Парадоксальная, ни на кого не похожая интерпретация Шес- това тоже «зеркальна», и ее не понять, если не поставить статью о Чехове в контекст всей шестовской философии. По-видимому, са­мым точным ее определением будет все-таки термин «иррациона­лизм». И в ранних, и в поздних его трудах центральной, как пра­вило, оказывается оппозиция «Умозрение/Откровение». Умозрение (или «Разум»), то есть рациональное мышление, логика, закон причинности, наука, законченные философские системы, включающие в себя и этику, — есть то, что отрицается Шестовым из сочинения в сочинение с огромной энергией. При этом весь аппа­рат категорий и процессов, выработанных Разумом, по Шестову, представляет собой только реакцию на власть объективных зако­нов мироздания — Необходимости (Ананке). Божественное Откро­вение, ставшее центром философии Шестова в поздний период, с обретением «почвы», остается практически не определено, может быть, неопределимо. Известен только путь к нему — через преодо­ление самоочевидностей, власти Необходимости. Уже в ранних ра­ботах Шестов осознавал, что это возможно только в предельной, трагической ситуации, «ситуации отчаяния».
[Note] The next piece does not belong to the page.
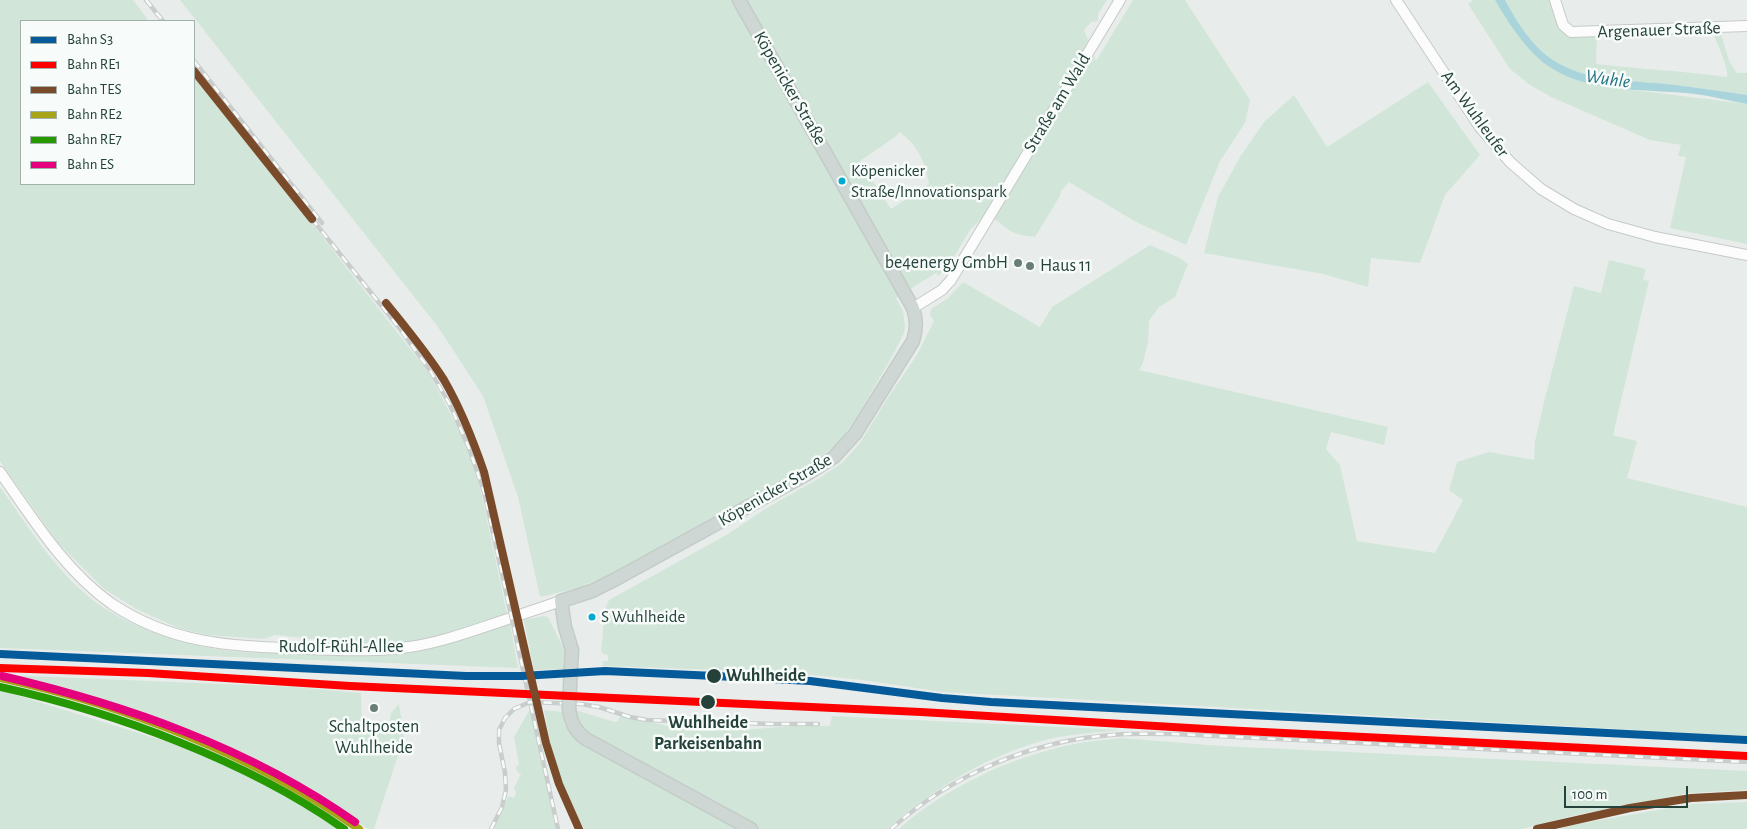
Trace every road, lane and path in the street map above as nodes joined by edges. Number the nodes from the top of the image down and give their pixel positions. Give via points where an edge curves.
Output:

Утверждая примат иррационального, Шестов словно стремится убить рационализм в самом изложении мыслей. Он отказывается пользоваться аппаратом посылок и следствий и строит огромные замки из «ничего» — из парадоксов и голого отрицания. Это при­водило к тому, что не только материалисты, которым и спорить здесь было не с чем, но иногда даже религиозные философы отка­зывали шестовской философии в самостоятельной ценности. Тот же С. Н. Булгаков в статье, написанной сразу после смерти фило­софа, замечал: «Философия Шестова представляет собой чистей­ший рационализм, только с отрицательным коэффициентом, с ми­нусом... Если бы не было этой критики <то есть критики рационализма. — А. С.>, то ей просто нечего было бы о себе ска­зать» [135]. То же отмечал Н. А. Бердяев: «Ясно было, против чего он ведет борьбу. Положительная же форма изложения была затрудне­на» [136].
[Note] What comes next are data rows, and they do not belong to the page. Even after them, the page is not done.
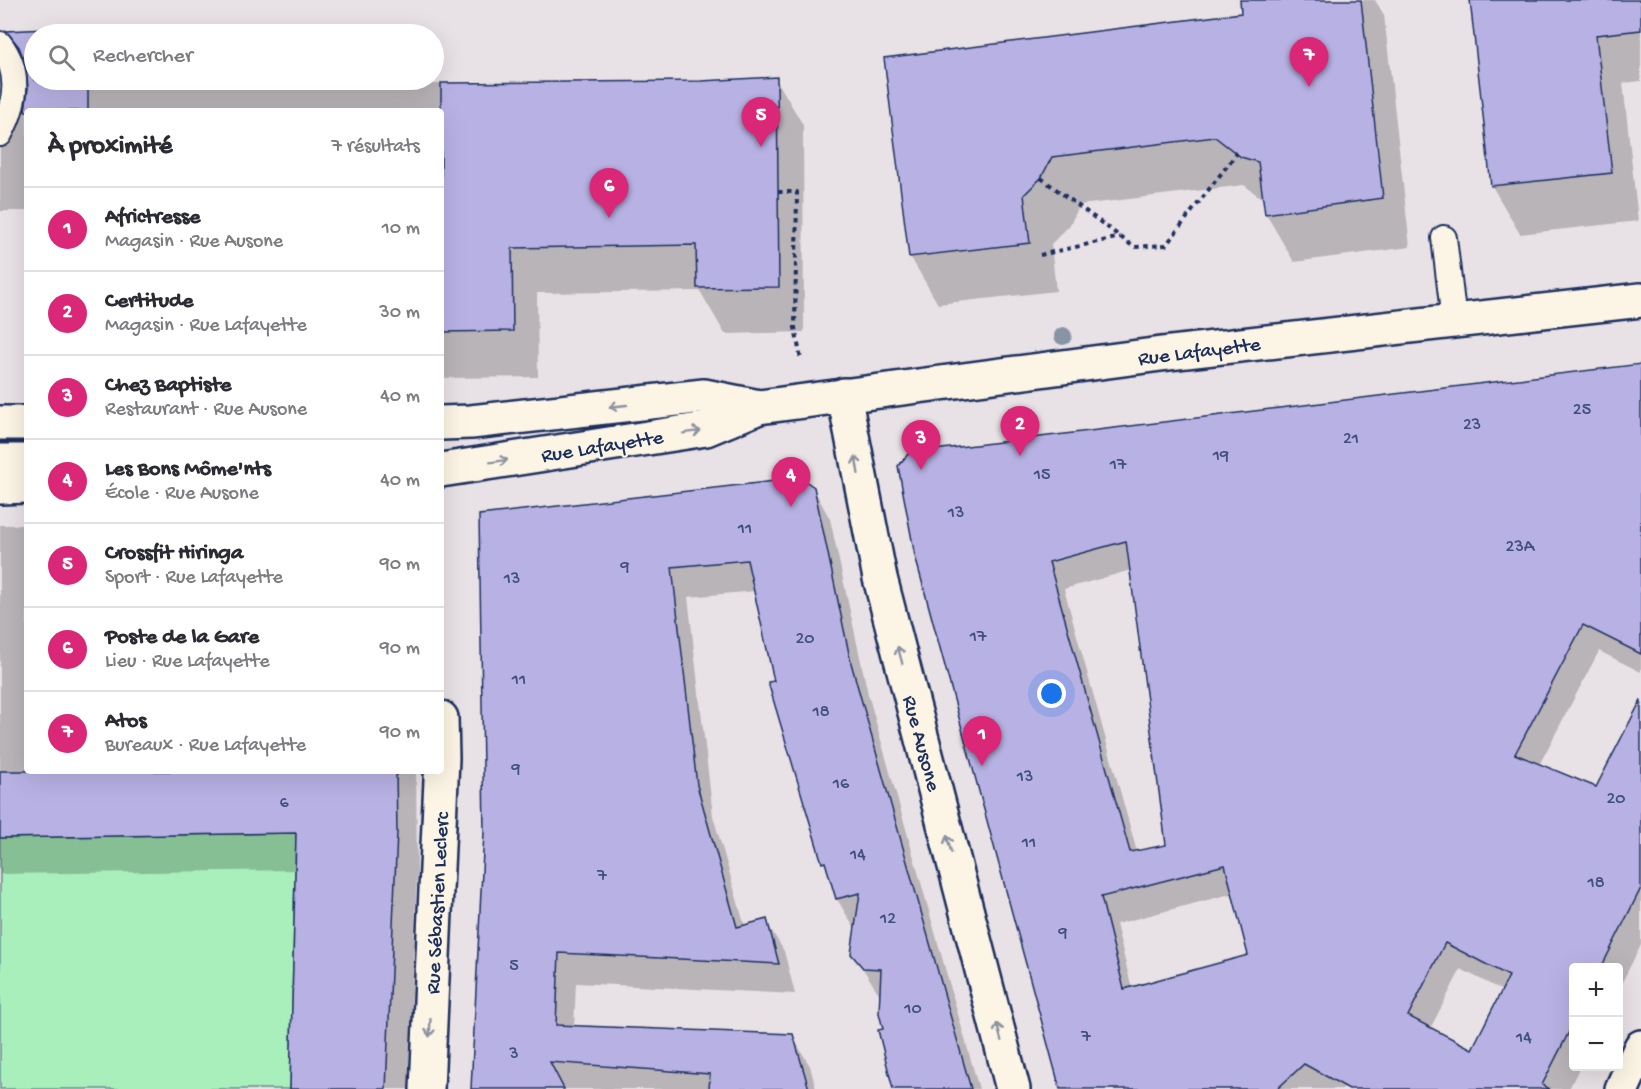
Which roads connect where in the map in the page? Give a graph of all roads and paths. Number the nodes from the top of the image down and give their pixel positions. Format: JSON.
{"nodes":[{"id":1,"x":0,"y":44,"type":"edge"},
{"id":2,"x":0,"y":134,"type":"edge"},
{"id":3,"x":1237,"y":153,"type":"dead end"},
{"id":4,"x":1041,"y":178,"type":"dead end"},
{"id":5,"x":777,"y":192,"type":"dead end"},
{"id":6,"x":1121,"y":237,"type":"junction"},
{"id":7,"x":1444,"y":238,"type":"dead end"},
{"id":8,"x":1040,"y":255,"type":"dead end"},
{"id":9,"x":1641,"y":300,"type":"edge"},
{"id":10,"x":1454,"y":321,"type":"junction"},
{"id":11,"x":844,"y":395,"type":"junction"},
{"id":12,"x":808,"y":400,"type":"junction"},
{"id":13,"x":759,"y":407,"type":"junction"},
{"id":14,"x":456,"y":422,"type":"edge"},
{"id":15,"x":0,"y":423,"type":"edge"},
{"id":16,"x":24,"y":423,"type":"edge"},
{"id":17,"x":444,"y":452,"type":"edge"},
{"id":18,"x":0,"y":461,"type":"edge"},
{"id":19,"x":24,"y":461,"type":"edge"},
{"id":20,"x":444,"y":470,"type":"edge"},
{"id":21,"x":24,"y":486,"type":"edge"},
{"id":22,"x":0,"y":487,"type":"edge"},
{"id":23,"x":441,"y":774,"type":"edge"},
{"id":24,"x":1641,"y":1047,"type":"edge"},
{"id":25,"x":427,"y":1089,"type":"edge"},
{"id":26,"x":1013,"y":1089,"type":"edge"},
{"id":27,"x":1622,"y":1089,"type":"edge"}],
"edges":[{"from":1,"to":2,"type":"lane"},
{"from":3,"to":6,"type":"path"},
{"from":4,"to":6,"type":"path"},
{"from":5,"to":12,"type":"path"},
{"from":6,"to":8,"type":"path"},
{"from":7,"to":10,"type":"lane"},
{"from":9,"to":10,"type":"main road","name":"Rue Lafayette"},
{"from":10,"to":11,"type":"main road","name":"Rue Lafayette"},
{"from":11,"to":12,"type":"main road","name":"Rue Lafayette"},
{"from":26,"to":11,"type":"main road","name":"Rue Ausone","one_way":true},
{"from":12,"to":13,"type":"main road","name":"Rue Lafayette"},
{"from":13,"to":14,"type":"main road","name":"Rue Lafayette","one_way":true},
{"from":20,"to":13,"type":"main road","name":"Rue Lafayette","one_way":true},
{"from":14,"to":17,"type":"main road"},
{"from":15,"to":16,"type":"main road"},
{"from":18,"to":19,"type":"main road"},
{"from":21,"to":22,"type":"main road"},
{"from":23,"to":25,"type":"main road","name":"Rue Sébastien Leclerc","one_way":true},
{"from":24,"to":27,"type":"main road"}]}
Иными словами, можно с некоторым неизбежным огрублением сказать, что квинтэссенция философии Шестова — это чистое от­рицание любых рациональных идей, и прежде всего законченных «мировоззрений», претендующих на всеобщность и обязатель­ность, — полная противоположность критике, науке и философии, составившей основу данного сборника. А в чем состоит квинтэссен­ция творчества Чехова, с точки зрения Шестова? В том, что Чехов «заранее, вперед, отверг всевозможные утешения, метафизические и позитивные». Путь Чехова — путь эмансипации от идей, и имен­но это значительно и интересно, считает Шестов. Среди героев Че­хова Шестова интересуют прежде всего те, кто попал в «ситуацию отчаяния» и вынужден «творить из ничего»: профессор Николай Степанович, Иванов, Лаевский, Войницкий, Коврин. Понятие «творчество из ничего» подразумевает необходимость жить, ду­мать, чувствовать и действовать человеку, полностью разочарован­ному в тех рациональных идеях, которые раньше определяли его существование. Состояние это, по Шестову, «патологично», но оно дает человеку духовные преимущества и способно сделать его едва ли не гением. И сам Чехов, по мысли Шестова, находился в этой ситуации, но не умер, подобно, Иванову, а продолжал жить, став «кладоискателем», то есть искателем чуда. Таким образом, обра­щение Шестова к Чехову не случайно: в чеховском творчестве он находит оба основных элемента своей философии: отвержение ра­ционального и поиск чудесного, но только в эстетической сфере, через героев.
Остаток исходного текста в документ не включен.